文/樊荣强
在2020 年冬季达沃斯世界经济论坛(World Economic Forum,WEF)“科技竞赛塑造未来”的分论坛环节,任正非谈到了人工智能与基础教育的话题,他说:“中国政府对人工智能还没有开始想,如果国家开始想的时候,他应该在基础教育和基础研究上加大投入。其实中国现在的教育体系,还是沿着工业社会那种教育方式,主要以培养工程师中心的教育体系。”
我认为,任正非谈的虽然是人工智能,但是他对中国教育体系的观察与批评是非常深刻的,精准地戳中了中国教育的核心痛点——我们的教育,还停留在适配工业社会的“标准化生产”,却未跟上人工智能这一工业社会后时代的步伐,亟需一场深刻的调整与变革。
以培养工程师为中心的中国教育体系,有三个鲜明的特点。
其一,标准化导向,弱化个性发展。工业时代需要批量、合格的工程师,对应到教育中,便是统一的教材、统一的考核、统一的评价标准,如同生产线批量生产零件,忽视了学生的兴趣禀赋与创新潜力,难以培养出兼具思辨与突破的复合型人才。
其二,重技能应用,轻基础研究。
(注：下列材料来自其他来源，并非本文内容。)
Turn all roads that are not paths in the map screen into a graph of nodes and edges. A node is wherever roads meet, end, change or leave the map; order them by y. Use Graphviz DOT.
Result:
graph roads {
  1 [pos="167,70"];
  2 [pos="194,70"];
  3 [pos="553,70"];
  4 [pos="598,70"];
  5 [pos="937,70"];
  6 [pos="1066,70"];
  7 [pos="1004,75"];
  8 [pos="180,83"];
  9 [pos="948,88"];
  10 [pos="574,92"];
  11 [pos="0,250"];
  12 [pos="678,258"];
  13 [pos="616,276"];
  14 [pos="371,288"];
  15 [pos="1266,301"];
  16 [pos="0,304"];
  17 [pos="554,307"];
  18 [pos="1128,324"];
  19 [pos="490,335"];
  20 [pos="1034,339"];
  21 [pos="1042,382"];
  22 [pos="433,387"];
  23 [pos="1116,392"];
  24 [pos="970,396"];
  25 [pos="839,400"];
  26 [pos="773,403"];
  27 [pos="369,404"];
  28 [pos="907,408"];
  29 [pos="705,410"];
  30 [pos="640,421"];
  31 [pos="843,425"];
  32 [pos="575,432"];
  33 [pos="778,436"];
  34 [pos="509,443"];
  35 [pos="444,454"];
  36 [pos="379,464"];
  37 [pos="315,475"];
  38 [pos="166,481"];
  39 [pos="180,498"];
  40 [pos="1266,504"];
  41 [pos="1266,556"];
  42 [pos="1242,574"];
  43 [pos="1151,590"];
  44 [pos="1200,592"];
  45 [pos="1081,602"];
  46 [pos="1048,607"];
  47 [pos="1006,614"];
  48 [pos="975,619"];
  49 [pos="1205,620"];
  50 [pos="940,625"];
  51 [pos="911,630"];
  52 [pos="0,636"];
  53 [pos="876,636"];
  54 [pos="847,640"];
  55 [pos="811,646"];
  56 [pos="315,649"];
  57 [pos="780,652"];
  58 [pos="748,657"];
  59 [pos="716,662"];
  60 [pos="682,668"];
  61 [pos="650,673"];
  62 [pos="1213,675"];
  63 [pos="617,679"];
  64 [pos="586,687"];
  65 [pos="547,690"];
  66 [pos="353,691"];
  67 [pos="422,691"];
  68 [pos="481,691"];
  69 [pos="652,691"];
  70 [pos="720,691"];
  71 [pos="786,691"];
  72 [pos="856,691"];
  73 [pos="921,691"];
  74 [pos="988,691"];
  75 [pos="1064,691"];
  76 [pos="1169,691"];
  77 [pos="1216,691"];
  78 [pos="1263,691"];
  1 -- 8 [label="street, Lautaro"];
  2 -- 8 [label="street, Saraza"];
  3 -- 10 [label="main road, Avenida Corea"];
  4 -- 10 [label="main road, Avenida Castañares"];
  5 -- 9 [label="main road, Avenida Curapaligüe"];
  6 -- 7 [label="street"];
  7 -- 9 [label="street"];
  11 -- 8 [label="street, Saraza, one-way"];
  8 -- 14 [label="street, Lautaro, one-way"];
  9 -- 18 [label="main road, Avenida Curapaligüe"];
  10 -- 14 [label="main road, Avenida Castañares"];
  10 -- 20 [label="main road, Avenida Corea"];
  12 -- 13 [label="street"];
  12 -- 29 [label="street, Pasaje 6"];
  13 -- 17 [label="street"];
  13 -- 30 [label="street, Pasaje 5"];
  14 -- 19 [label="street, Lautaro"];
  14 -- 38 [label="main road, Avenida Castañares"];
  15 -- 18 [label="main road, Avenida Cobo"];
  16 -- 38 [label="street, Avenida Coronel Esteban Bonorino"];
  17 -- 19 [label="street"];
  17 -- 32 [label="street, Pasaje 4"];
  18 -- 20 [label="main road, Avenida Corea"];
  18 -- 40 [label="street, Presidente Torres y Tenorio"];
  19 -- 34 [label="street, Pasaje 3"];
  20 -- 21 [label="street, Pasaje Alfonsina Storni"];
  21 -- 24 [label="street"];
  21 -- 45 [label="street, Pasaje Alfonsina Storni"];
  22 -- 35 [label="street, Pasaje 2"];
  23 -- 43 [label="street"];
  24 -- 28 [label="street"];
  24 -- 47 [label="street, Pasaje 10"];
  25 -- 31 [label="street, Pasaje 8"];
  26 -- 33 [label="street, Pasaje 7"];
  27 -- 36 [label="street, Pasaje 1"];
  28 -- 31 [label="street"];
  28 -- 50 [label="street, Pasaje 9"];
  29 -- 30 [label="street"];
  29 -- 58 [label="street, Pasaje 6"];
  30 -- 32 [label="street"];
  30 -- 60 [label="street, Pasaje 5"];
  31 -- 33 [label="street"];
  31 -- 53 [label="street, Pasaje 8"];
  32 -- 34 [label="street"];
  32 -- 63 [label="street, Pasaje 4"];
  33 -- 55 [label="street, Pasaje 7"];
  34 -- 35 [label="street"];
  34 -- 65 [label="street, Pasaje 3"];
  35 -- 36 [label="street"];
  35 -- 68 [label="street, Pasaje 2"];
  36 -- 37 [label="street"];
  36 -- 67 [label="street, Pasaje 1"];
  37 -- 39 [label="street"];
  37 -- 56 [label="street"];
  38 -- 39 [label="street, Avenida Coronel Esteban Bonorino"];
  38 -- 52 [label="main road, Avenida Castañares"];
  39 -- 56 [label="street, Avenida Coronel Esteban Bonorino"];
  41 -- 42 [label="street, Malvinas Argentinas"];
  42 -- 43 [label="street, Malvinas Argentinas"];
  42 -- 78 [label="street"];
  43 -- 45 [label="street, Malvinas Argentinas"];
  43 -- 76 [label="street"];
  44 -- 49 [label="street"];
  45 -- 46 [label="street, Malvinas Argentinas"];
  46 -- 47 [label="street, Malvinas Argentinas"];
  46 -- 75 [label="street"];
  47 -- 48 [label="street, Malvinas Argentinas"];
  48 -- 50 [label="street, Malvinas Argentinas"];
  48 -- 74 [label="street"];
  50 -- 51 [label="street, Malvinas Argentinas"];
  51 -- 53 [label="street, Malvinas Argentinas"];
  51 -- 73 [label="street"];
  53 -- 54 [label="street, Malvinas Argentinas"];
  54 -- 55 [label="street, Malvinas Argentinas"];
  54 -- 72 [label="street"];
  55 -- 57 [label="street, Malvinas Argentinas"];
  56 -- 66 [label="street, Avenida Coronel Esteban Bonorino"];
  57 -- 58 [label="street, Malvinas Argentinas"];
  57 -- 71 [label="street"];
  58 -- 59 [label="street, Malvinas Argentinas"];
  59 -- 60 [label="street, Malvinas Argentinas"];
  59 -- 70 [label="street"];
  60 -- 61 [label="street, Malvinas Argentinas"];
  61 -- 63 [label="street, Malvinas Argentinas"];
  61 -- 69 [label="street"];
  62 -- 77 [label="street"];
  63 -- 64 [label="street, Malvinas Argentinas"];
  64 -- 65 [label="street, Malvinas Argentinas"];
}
教育更侧重工程技术的实操与应用,聚焦“如何把事做好”,却忽视了数学、统计学等基础学科的深耕,正如任正非所言,人工智能的背后是统计学这座大山,而我们往往将其视为“小儿科”弃之不顾。
其三,重单一专精,轻交叉融合。工程师培养强调专业领域的深耕,却缺乏跨学科的融合训练,而AI时代的核心竞争力,恰恰在于打破学科壁垒,实现技术与人文、科学与艺术的碰撞。
人工智能作为工业社会后时代的核心标志,正重构整个社会的生产方式与人才需求,教育体系必须随之调整,核心原因有三。
其一,人才需求发生本质变革。工业时代工程师的核心是运用现有技术解决具体工程问题,而AI后时代,重复性、标准化的工程工作将逐步被智能机器替代,社会更迫切需要能从事基础研究、实现创新突破、驾驭AI的新型人才。
其二,现有教育模式存在脱节风险。若继续沿用工业时代的教育模式,不仅无法为AI发展提供核心人才支撑,还会导致大量人才与社会需求脱节,正如任正非所警示,未来全自动化生产线中,缺乏足够文化与科技素养,连“工匠”岗位都难以立足。
其三,基础研究是AI发展的根基。AI的发展离不开基础研究的突破,而基础研究的进步,依赖从小培养的创新思维与科学素养,这正是当前以工程师培养为核心的教育体系最突出的短板。
应对AI后时代的挑战,教育体系的改革需立足根基、精准发力,结合政策导向与现实需求,重点做好三方面调整,形成全方位的教育转型布局。
其一,重塑基础教育,夯实创新根基。摒弃标准化培养模式,将基础研究相关内容融入中小学教育,普及人工智能通识课程,注重激发学生的好奇心与创新思维,同时兼顾科技教育与人文教育,避免培养出“只会技术、缺乏温度”的人才,呼应《“人工智能+教育”行动计划》中“启智与心灵培养并重”的要求。
其二,改革高等教育,推动交叉融合。优化高校学科设置,打破院系壁垒,增设AI与各学科交叉的课程,推动传统工科专业智能化升级,同时加大基础学科投入,培养一批既懂技术、又懂创新的复合型人才,借鉴卓越工程师培养中“产教融合、科教融汇”的模式,让人才培养贴合时代需求。
其三,完善评价体系,破除功利导向。打破“唯分数、唯学历、唯论文”的评价标准,将创新能力、基础研究能力纳入评价范围,同时加强教师智能素养培训,让教师能够适应AI时代的教学变革,引导教育从“培养工程师”向“培养创新者”转变,守住“育人为本”的核心底线。
任正非的观点,不是对中国教育的否定,而是对时代趋势的清醒洞察。工业时代的工程师教育,曾支撑我们实现了快速发展,但在AI这个工业社会后时代,唯有打破路径依赖,推动教育体系向创新化、交叉化、基础化转型,才能培养出适配时代的人才,为国家AI发展筑牢根基。教育的改革从不是一蹴而就,但只要锚定方向、久久为功,我们就能让教育真正成为AI时代的“引擎”,而非发展的“短板”。